**AIM OF THE EXERCISE**
This exercise asks for an exact transcription of every entry.

**PROVIDED RECORDS**
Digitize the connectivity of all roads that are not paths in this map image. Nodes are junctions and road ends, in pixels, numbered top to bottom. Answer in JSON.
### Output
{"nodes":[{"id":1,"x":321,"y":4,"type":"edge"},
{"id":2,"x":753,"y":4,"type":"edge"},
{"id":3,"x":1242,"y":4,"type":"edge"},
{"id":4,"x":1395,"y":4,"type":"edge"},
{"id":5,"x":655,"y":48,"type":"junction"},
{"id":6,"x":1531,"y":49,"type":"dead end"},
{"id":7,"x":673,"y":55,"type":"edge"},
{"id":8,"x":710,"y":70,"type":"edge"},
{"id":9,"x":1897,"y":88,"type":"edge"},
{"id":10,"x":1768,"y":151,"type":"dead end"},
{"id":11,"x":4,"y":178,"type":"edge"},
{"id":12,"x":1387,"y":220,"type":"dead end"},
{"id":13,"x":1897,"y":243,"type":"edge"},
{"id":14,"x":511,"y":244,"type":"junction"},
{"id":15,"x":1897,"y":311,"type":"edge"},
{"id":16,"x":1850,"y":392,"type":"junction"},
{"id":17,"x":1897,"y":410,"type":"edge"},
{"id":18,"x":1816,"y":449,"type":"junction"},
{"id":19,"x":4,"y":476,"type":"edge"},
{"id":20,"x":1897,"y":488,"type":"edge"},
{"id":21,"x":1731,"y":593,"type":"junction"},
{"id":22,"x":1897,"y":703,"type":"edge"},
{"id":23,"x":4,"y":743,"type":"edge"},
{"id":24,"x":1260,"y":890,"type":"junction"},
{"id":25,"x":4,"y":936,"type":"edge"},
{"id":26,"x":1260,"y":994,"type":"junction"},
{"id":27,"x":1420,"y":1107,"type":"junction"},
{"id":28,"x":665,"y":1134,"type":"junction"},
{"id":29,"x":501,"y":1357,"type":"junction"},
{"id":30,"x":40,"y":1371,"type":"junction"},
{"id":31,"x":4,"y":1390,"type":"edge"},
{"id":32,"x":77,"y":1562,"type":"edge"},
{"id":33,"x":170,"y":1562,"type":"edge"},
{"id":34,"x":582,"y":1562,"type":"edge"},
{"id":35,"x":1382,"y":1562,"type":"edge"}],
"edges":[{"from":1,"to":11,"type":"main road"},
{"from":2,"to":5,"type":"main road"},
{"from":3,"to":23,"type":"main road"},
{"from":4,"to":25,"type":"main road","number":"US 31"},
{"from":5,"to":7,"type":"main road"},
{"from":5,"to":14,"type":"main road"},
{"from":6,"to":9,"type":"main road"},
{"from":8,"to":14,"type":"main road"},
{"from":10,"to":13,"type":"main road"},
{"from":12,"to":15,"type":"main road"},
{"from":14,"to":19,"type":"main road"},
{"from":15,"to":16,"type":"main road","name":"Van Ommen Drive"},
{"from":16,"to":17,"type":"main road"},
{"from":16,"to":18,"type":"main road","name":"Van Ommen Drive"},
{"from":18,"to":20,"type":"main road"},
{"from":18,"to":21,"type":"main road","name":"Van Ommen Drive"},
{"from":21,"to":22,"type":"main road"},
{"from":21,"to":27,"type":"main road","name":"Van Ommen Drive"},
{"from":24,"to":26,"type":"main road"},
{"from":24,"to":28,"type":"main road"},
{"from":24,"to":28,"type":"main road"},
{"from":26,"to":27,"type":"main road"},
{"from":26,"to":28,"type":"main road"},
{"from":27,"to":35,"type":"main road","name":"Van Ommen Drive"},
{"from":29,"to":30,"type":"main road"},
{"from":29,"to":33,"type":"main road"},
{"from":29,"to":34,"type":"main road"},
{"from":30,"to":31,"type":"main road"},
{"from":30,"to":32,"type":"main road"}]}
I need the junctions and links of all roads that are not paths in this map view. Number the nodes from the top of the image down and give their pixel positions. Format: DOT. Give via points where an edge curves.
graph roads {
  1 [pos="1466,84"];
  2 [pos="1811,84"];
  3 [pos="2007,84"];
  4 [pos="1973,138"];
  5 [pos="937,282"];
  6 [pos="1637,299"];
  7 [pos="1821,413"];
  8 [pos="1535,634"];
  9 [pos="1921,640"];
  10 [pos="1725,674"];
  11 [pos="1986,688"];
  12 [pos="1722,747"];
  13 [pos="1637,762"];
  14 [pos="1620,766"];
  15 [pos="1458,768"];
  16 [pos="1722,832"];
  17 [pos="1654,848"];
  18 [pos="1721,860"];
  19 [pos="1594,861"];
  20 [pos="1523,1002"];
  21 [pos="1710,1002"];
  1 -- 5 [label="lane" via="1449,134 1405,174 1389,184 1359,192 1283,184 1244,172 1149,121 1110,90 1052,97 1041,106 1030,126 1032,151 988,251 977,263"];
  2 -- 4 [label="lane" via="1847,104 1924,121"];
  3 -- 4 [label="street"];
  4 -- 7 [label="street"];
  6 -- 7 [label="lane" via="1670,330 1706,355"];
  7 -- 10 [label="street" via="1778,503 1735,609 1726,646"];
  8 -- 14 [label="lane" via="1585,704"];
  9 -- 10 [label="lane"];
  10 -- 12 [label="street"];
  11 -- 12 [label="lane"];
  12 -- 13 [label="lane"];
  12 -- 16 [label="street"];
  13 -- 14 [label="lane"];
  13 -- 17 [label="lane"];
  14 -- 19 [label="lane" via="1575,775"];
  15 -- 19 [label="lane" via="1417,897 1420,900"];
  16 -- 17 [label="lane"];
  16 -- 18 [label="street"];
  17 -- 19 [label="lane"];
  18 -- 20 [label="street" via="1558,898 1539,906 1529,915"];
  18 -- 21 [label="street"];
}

**EXERCISE RESPONSE**
Digitize the connectivity of all roads that are not paths in this map image. Nodes are junctions and road ends, in pixels, numbered top to bottom. Answer in JSON.
### Output
{"nodes":[{"id":1,"x":321,"y":4,"type":"edge"},
{"id":2,"x":753,"y":4,"type":"edge"},
{"id":3,"x":1242,"y":4,"type":"edge"},
{"id":4,"x":1395,"y":4,"type":"edge"},
{"id":5,"x":655,"y":48,"type":"junction"},
{"id":6,"x":1531,"y":49,"type":"dead end"},
{"id":7,"x":673,"y":55,"type":"edge"},
{"id":8,"x":710,"y":70,"type":"edge"},
{"id":9,"x":1897,"y":88,"type":"edge"},
{"id":10,"x":1768,"y":151,"type":"dead end"},
{"id":11,"x":4,"y":178,"type":"edge"},
{"id":12,"x":1387,"y":220,"type":"dead end"},
{"id":13,"x":1897,"y":243,"type":"edge"},
{"id":14,"x":511,"y":244,"type":"junction"},
{"id":15,"x":1897,"y":311,"type":"edge"},
{"id":16,"x":1850,"y":392,"type":"junction"},
{"id":17,"x":1897,"y":410,"type":"edge"},
{"id":18,"x":1816,"y":449,"type":"junction"},
{"id":19,"x":4,"y":476,"type":"edge"},
{"id":20,"x":1897,"y":488,"type":"edge"},
{"id":21,"x":1731,"y":593,"type":"junction"},
{"id":22,"x":1897,"y":703,"type":"edge"},
{"id":23,"x":4,"y":743,"type":"edge"},
{"id":24,"x":1260,"y":890,"type":"junction"},
{"id":25,"x":4,"y":936,"type":"edge"},
{"id":26,"x":1260,"y":994,"type":"junction"},
{"id":27,"x":1420,"y":1107,"type":"junction"},
{"id":28,"x":665,"y":1134,"type":"junction"},
{"id":29,"x":501,"y":1357,"type":"junction"},
{"id":30,"x":40,"y":1371,"type":"junction"},
{"id":31,"x":4,"y":1390,"type":"edge"},
{"id":32,"x":77,"y":1562,"type":"edge"},
{"id":33,"x":170,"y":1562,"type":"edge"},
{"id":34,"x":582,"y":1562,"type":"edge"},
{"id":35,"x":1382,"y":1562,"type":"edge"}],
"edges":[{"from":1,"to":11,"type":"main road"},
{"from":2,"to":5,"type":"main road"},
{"from":3,"to":23,"type":"main road"},
{"from":4,"to":25,"type":"main road","number":"US 31"},
{"from":5,"to":7,"type":"main road"},
{"from":5,"to":14,"type":"main road"},
{"from":6,"to":9,"type":"main road"},
{"from":8,"to":14,"type":"main road"},
{"from":10,"to":13,"type":"main road"},
{"from":12,"to":15,"type":"main road"},
{"from":14,"to":19,"type":"main road"},
{"from":15,"to":16,"type":"main road","name":"Van Ommen Drive"},
{"from":16,"to":17,"type":"main road"},
{"from":16,"to":18,"type":"main road","name":"Van Ommen Drive"},
{"from":18,"to":20,"type":"main road"},
{"from":18,"to":21,"type":"main road","name":"Van Ommen Drive"},
{"from":21,"to":22,"type":"main road"},
{"from":21,"to":27,"type":"main road","name":"Van Ommen Drive"},
{"from":24,"to":26,"type":"main road"},
{"from":24,"to":28,"type":"main road"},
{"from":24,"to":28,"type":"main road"},
{"from":26,"to":27,"type":"main road"},
{"from":26,"to":28,"type":"main road"},
{"from":27,"to":35,"type":"main road","name":"Van Ommen Drive"},
{"from":29,"to":30,"type":"main road"},
{"from":29,"to":33,"type":"main road"},
{"from":29,"to":34,"type":"main road"},
{"from":30,"to":31,"type":"main road"},
{"from":30,"to":32,"type":"main road"}]}
I need the junctions and links of all roads that are not paths in this map view. Number the nodes from the top of the image down and give their pixel positions. Format: DOT. Give via points where an edge curves.
graph roads {
  1 [pos="1466,84"];
  2 [pos="1811,84"];
  3 [pos="2007,84"];
  4 [pos="1973,138"];
  5 [pos="937,282"];
  6 [pos="1637,299"];
  7 [pos="1821,413"];
  8 [pos="1535,634"];
  9 [pos="1921,640"];
  10 [pos="1725,674"];
  11 [pos="1986,688"];
  12 [pos="1722,747"];
  13 [pos="1637,762"];
  14 [pos="1620,766"];
  15 [pos="1458,768"];
  16 [pos="1722,832"];
  17 [pos="1654,848"];
  18 [pos="1721,860"];
  19 [pos="1594,861"];
  20 [pos="1523,1002"];
  21 [pos="1710,1002"];
  1 -- 5 [label="lane" via="1449,134 1405,174 1389,184 1359,192 1283,184 1244,172 1149,121 1110,90 1052,97 1041,106 1030,126 1032,151 988,251 977,263"];
  2 -- 4 [label="lane" via="1847,104 1924,121"];
  3 -- 4 [label="street"];
  4 -- 7 [label="street"];
  6 -- 7 [label="lane" via="1670,330 1706,355"];
  7 -- 10 [label="street" via="1778,503 1735,609 1726,646"];
  8 -- 14 [label="lane" via="1585,704"];
  9 -- 10 [label="lane"];
  10 -- 12 [label="street"];
  11 -- 12 [label="lane"];
  12 -- 13 [label="lane"];
  12 -- 16 [label="street"];
  13 -- 14 [label="lane"];
  13 -- 17 [label="lane"];
  14 -- 19 [label="lane" via="1575,775"];
  15 -- 19 [label="lane" via="1417,897 1420,900"];
  16 -- 17 [label="lane"];
  16 -- 18 [label="street"];
  17 -- 19 [label="lane"];
  18 -- 20 [label="street" via="1558,898 1539,906 1529,915"];
  18 -- 21 [label="street"];
}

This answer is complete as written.